Thanks for the site. I guess there are many variables, but by dividing Table 126 by Table 165, I get 346 tons for every B-29 lost 



FLYBOYJ said:


> Even after the Lincoln made the scene the RAF saw fit to deploy the B-29 in the 1950s. If that's not evidence of the aircraft's superiority I don't know what is!!!



The Russians liked it to! (Tu-4).


----------



## FLYBOYJ (Jan 11, 2008)

Graeme said:


> Thanks for the site. I guess there are many variables, but by dividing Table 126 by Table 165, I get 346 tons for every B-29 lost


For the most part that would probably be correct. The CBI might have some data under "heavy bombers" when B-29s were stationed there.

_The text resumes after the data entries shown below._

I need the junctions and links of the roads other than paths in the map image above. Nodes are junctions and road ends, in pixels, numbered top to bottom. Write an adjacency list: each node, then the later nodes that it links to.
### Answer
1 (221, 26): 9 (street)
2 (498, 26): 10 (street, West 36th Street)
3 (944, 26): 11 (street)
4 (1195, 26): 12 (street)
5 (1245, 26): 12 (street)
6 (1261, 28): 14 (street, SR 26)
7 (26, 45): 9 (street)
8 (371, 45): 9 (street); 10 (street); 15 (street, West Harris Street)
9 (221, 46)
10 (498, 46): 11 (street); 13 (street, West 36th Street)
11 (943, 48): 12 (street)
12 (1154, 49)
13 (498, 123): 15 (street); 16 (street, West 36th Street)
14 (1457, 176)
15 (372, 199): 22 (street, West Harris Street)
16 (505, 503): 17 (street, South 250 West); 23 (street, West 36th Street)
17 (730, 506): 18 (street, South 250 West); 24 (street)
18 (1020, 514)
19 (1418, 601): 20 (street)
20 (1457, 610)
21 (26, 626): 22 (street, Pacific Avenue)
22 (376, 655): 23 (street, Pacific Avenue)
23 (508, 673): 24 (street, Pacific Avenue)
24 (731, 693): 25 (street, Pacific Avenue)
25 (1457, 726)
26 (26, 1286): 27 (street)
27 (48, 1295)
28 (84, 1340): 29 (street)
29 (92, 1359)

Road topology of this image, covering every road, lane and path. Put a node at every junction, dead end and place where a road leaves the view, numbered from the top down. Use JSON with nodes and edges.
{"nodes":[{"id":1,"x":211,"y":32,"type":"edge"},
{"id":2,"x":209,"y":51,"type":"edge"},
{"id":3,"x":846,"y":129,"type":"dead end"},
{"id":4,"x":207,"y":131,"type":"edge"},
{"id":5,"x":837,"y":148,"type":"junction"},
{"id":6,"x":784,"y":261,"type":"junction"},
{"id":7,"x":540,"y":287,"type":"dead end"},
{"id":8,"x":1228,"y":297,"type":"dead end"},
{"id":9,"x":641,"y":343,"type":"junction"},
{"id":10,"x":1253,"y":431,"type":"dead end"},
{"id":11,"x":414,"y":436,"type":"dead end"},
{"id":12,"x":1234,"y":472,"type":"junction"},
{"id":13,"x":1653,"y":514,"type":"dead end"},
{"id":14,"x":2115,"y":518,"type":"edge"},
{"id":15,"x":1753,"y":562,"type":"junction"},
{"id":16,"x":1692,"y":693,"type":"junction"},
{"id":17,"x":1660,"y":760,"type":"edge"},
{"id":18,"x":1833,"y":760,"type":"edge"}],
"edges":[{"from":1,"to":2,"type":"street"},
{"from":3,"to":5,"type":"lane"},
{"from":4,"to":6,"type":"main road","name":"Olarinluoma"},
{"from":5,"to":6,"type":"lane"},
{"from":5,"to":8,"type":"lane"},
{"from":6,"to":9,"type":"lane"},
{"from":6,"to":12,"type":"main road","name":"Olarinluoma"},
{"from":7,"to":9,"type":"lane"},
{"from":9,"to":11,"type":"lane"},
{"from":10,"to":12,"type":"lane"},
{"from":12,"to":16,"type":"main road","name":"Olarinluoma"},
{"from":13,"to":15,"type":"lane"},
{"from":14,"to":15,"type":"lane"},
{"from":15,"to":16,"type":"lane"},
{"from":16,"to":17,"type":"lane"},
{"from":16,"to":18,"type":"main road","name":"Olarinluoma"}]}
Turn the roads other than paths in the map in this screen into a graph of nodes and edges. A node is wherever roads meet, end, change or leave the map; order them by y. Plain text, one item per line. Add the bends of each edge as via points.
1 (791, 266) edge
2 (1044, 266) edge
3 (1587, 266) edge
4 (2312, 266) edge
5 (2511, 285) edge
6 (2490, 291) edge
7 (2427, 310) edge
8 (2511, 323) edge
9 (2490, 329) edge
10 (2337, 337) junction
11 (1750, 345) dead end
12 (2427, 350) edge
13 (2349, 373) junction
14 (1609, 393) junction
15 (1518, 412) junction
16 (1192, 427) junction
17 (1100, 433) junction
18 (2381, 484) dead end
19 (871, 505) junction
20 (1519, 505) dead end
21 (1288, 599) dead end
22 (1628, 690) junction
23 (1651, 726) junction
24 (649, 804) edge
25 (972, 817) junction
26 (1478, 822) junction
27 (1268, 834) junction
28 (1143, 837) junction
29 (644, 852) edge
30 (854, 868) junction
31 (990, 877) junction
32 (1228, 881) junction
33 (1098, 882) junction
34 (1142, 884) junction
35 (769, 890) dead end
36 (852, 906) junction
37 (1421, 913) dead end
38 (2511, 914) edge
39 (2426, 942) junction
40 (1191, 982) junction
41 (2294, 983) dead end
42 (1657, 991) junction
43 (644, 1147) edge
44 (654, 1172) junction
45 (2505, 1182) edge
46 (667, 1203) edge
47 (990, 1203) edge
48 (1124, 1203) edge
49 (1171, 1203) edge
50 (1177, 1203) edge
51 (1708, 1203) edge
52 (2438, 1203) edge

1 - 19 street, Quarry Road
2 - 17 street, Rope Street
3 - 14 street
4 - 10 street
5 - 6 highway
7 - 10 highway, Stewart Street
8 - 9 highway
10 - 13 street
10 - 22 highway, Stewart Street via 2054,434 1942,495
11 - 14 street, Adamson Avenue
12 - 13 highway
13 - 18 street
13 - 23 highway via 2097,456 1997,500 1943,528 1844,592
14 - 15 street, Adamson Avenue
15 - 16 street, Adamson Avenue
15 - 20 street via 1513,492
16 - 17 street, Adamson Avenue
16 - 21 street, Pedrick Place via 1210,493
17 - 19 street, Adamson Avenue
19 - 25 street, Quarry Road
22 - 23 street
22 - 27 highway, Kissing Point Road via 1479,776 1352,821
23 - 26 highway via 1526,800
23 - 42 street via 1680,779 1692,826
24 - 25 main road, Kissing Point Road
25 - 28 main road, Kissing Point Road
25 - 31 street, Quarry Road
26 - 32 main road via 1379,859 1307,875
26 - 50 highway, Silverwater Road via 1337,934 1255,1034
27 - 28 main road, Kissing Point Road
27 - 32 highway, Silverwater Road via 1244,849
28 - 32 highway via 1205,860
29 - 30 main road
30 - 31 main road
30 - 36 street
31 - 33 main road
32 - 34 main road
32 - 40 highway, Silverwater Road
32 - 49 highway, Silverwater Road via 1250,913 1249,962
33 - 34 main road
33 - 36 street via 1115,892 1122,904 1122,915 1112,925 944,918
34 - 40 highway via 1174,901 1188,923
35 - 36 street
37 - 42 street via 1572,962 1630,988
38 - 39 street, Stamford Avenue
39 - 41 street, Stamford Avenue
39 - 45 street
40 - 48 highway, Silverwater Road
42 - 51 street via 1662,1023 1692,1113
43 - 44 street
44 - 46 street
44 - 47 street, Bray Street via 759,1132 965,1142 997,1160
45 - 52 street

For the most part on that site when you see 20th AF and "Very Heavy Bombers" they're talking B-29s.




Graeme said:


> The Russians liked it to! (Tu-4).


Yep - a whole other story....


----------



## DOUGRD (Jan 12, 2008)

FLYBOYJ said:


> Evidently you don't know the B-29 as well as you think you do...
> 
> Central Station Fire Control or Remote Control Turret System as used in the B-29, A-26 and the B-50
> 
> ...



Sorry Flyboy, but if I may jump in midstream here, the engine issues weren't really rectified during the war. Yes the re-engined "D" model came online but the R4360's had big problems of their own. Crankcase oil leaks were major headaches for instance but at least they didn't lead to the engine fires of the R3350's. B-29's were used in Korea but their performance was hampered by the MIG-15. After several losses the B-29 raids were restricted to night only. The '29's use by SAC wasn't so much a testiment to its effectiveness as it was really the only long range bomber we had that was big enough to carry the nukes. It was more of a stopgap measure until the B-36 came online which was the first true intercontinental bomber and the only platform capable of carrying the first generation hydrogen bombs which were too big for the B-29. Although the B-29 was a remarkable aircraft I think some of the comparisons in this thread about the '29 versus the Lanc are forgetting some details. The Lancaster was also a remarkable aircraft. As was said earlier it only had one pilot. Think of it, a FOUR engine A/C with one driver. And it also carried the heaviest load in the ETO. It might have been a simple A/C with low tech systems but that was intentional. Simpler, cheaper and quicker to build. The British never had the resources that the U.S. did during the war, thanks to the U Boats. Remember too that the Lanc faced much heavier fighter/flak opposition than the '29 which was why they were switched to night ops. They also didn't fly the "tight formations" that American bombers did rather Bomber Command flew in miles long streams with virtually no mutual defense. I think that is one BIG reason the Lancs suffered the losses they did. The Lanc was a great A/C for its time and I'm sure that the EARLY lessons learned by Bomber Command and the USAAC with the B-17 and B-24 contributed to the design and success of the B-29's. Which A/C do I think was best? The B-29 but only from a technology stand point. It was the first pressurized combat A/C and was so aerodynamically clean that dropping the landing gear more than doubled the drag (total parasite induced) on the airframe. Amazing!


----------



## DOUGRD (Jan 12, 2008)

After rereading my own post and several others I came to this conclusion.. What is the measure of the best or top heavy bomber? Wouldn't you say it comes down to putting the bombs on the target? Range, load, speed, surviveability all count but did the bombs hit the target. That's the true measure. What does everyone else think? Which was the top platform?


----------



## B-17engineer (Jan 12, 2008)

OOPS..... I VOTED Whitley, I meant Lancaster...............I didn't mean Whitley.........


----------



## renrich (Jan 12, 2008)

The Halifax must have had some pretty good attributes as it was one of the 4-engine landplanes the Allies used with good results in ASW. To degrade the B29 versus the Lancaster because of teething problems makes no sense because the Lanc had problems (as do most new AC) also. Many Lanc were u/s early on because of fuel line problems, wing tips were a problem and some early Lancs did not come back because of tailplane issues. Those ultimately were solved and it became an effective night bomber.


----------



## FLYBOYJ (Jan 12, 2008)

DOUGRD said:


> Sorry Flyboy, but if I may jump in midstream here, the engine issues weren't really rectified during the war. Yes the re-engined "D" model came online but the R4360's had big problems of their own. Crankcase oil leaks were major headaches for instance but at least they didn't lead to the engine fires of the R3350's.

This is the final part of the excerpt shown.